» Task item
Search the entries for the word "Mint". Copy every line where it turns up.

┄┄┄┄┄┄┄┄┄┄

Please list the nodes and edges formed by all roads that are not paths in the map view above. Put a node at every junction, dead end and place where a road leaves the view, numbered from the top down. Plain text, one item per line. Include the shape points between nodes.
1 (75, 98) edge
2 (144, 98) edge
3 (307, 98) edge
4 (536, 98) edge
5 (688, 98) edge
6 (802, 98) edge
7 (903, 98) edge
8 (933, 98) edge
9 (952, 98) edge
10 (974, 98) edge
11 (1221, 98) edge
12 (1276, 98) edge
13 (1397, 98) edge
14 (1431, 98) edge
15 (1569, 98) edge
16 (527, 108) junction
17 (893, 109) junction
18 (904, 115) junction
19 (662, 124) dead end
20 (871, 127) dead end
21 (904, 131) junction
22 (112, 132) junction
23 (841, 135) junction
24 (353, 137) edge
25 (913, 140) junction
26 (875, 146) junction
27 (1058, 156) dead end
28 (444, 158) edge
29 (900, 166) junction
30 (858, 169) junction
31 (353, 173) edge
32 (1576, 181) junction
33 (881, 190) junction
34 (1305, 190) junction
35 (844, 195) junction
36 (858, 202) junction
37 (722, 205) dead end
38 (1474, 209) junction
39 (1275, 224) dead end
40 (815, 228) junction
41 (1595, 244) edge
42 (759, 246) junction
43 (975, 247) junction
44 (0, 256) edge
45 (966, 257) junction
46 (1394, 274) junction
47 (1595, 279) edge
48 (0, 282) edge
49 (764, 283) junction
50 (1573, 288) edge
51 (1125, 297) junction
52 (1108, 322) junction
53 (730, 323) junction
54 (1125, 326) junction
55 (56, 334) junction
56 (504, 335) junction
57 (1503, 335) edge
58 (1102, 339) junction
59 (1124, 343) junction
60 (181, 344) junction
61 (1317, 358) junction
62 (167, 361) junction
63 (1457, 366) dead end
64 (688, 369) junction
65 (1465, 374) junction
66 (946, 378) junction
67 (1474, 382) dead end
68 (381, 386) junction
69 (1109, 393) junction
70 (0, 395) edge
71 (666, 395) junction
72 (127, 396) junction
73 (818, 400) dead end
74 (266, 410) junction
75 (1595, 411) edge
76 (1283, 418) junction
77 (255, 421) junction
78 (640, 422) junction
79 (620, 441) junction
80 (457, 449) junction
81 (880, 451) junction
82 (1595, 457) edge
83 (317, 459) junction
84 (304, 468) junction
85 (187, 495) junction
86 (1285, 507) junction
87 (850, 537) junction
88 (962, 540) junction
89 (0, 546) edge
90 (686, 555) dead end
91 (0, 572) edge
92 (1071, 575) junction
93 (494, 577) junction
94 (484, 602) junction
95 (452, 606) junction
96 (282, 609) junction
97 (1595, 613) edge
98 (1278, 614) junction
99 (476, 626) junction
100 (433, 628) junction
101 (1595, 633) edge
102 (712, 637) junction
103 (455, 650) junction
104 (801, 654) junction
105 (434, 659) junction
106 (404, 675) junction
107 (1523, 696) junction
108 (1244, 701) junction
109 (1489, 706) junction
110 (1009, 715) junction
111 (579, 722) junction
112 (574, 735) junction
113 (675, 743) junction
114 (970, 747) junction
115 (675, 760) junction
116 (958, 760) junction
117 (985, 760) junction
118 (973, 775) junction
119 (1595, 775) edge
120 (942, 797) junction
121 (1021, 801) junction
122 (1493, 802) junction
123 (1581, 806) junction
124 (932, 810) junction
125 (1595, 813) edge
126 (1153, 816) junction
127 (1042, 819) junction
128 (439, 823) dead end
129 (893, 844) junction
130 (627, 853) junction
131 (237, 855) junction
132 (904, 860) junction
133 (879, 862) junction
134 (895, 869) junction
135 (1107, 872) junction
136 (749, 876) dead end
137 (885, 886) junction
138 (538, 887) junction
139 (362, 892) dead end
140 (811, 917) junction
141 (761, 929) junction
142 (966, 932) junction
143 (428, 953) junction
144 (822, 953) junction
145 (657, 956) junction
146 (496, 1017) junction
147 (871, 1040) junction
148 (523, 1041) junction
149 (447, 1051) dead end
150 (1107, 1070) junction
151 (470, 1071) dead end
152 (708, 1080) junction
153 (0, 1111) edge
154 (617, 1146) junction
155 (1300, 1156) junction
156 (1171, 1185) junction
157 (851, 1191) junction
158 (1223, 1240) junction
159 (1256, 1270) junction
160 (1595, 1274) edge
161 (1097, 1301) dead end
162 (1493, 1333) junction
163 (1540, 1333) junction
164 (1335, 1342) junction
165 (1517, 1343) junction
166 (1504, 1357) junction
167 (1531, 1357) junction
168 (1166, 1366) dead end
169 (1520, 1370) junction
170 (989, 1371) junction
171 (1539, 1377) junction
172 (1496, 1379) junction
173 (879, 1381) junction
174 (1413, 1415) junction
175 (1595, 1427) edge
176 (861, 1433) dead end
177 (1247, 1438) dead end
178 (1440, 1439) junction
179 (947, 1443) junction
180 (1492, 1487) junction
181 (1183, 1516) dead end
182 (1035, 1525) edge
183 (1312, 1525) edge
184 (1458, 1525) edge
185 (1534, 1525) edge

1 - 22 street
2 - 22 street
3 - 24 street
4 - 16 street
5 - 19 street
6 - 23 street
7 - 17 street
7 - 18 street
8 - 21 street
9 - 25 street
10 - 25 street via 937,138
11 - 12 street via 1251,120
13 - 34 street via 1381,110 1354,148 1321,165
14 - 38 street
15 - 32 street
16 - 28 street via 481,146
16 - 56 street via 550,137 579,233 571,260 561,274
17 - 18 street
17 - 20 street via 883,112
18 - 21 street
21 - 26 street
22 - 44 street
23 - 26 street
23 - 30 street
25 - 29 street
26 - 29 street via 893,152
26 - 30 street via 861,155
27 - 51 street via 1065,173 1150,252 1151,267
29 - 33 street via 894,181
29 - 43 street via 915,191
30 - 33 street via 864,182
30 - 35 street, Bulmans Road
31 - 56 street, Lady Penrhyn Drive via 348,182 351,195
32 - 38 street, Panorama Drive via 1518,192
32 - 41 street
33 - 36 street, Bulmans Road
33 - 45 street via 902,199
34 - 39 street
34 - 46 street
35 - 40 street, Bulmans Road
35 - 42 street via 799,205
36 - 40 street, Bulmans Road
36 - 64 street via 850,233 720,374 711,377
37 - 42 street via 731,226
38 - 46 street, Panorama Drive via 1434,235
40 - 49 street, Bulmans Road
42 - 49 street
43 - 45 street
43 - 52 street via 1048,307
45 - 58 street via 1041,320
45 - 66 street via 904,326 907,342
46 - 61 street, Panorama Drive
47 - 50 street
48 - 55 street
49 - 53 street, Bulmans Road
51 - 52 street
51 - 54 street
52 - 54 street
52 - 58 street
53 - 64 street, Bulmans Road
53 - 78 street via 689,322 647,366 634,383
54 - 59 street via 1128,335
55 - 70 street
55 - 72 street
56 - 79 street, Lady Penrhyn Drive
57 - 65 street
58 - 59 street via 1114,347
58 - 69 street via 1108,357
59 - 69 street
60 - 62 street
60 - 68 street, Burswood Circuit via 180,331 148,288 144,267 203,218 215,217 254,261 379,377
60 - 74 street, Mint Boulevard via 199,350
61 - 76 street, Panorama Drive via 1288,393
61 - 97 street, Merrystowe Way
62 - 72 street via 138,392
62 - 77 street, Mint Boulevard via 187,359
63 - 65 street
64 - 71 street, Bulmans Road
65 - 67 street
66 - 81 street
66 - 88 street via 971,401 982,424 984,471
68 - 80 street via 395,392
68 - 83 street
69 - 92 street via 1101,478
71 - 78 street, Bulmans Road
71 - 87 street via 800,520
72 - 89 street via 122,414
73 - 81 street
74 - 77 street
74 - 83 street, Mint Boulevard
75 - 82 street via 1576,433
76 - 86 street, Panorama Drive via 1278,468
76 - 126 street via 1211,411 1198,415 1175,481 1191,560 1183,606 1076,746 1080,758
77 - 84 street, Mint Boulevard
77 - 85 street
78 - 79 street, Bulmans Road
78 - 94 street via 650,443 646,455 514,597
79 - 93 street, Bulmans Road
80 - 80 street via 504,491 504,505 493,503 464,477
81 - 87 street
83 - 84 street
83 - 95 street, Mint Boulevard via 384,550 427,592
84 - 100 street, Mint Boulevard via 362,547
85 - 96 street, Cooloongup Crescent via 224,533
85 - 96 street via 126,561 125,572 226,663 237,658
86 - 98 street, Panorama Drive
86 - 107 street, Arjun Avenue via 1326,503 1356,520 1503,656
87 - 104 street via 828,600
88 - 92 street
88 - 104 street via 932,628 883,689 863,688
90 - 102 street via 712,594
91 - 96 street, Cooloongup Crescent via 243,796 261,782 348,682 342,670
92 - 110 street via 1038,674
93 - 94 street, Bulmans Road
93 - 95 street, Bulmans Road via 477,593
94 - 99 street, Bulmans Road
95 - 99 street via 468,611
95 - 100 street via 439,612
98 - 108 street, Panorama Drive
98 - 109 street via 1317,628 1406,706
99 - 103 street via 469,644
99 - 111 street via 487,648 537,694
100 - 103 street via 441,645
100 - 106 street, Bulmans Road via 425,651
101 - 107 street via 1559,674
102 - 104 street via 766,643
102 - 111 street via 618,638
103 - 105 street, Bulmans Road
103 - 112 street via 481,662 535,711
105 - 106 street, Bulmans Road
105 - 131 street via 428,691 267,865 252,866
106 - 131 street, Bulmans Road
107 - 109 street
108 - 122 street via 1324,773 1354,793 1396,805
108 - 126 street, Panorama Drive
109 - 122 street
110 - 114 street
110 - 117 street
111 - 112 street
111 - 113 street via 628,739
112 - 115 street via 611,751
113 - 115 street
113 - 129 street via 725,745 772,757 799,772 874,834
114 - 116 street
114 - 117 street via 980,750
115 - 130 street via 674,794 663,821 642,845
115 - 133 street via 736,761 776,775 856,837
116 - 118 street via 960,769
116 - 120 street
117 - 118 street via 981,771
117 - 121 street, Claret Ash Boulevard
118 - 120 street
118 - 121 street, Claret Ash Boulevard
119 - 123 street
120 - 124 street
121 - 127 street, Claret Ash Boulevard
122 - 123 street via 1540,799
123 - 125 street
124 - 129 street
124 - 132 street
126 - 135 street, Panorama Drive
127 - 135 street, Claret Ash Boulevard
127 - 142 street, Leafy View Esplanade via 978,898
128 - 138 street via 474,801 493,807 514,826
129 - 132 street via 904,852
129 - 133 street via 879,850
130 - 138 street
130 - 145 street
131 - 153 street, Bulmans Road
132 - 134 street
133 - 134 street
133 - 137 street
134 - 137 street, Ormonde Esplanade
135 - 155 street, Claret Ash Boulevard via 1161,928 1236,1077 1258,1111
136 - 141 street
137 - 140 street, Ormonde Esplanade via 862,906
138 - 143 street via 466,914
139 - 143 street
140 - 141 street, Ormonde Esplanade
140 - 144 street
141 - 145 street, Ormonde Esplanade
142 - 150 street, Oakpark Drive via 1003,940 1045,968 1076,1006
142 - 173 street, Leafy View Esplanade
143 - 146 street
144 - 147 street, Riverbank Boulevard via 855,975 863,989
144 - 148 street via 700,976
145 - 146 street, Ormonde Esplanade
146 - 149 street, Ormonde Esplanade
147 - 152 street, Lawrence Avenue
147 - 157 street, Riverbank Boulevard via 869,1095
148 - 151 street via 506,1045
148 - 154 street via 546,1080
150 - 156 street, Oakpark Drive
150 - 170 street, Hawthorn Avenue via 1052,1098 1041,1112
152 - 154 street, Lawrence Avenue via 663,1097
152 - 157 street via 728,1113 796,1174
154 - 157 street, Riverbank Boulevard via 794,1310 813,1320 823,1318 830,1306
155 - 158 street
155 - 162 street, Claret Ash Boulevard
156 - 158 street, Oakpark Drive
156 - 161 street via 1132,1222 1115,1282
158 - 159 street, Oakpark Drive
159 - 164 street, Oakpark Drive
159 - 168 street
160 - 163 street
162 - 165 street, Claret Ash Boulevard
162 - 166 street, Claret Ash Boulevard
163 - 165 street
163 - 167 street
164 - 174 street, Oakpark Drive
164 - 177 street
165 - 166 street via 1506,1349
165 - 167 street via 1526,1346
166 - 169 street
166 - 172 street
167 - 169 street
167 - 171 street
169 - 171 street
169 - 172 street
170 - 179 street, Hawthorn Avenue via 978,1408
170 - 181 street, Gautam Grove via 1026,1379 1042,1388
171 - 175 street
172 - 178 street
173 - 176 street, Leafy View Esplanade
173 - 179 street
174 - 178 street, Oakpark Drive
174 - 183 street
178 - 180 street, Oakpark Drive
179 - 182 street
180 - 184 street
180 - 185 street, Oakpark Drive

┄┄┄┄┄┄┄┄┄┄

» Response below
60 - 74 street, Mint Boulevard via 199,350
62 - 77 street, Mint Boulevard via 187,359
74 - 83 street, Mint Boulevard
77 - 84 street, Mint Boulevard
83 - 95 street, Mint Boulevard via 384,550 427,592
84 - 100 street, Mint Boulevard via 362,547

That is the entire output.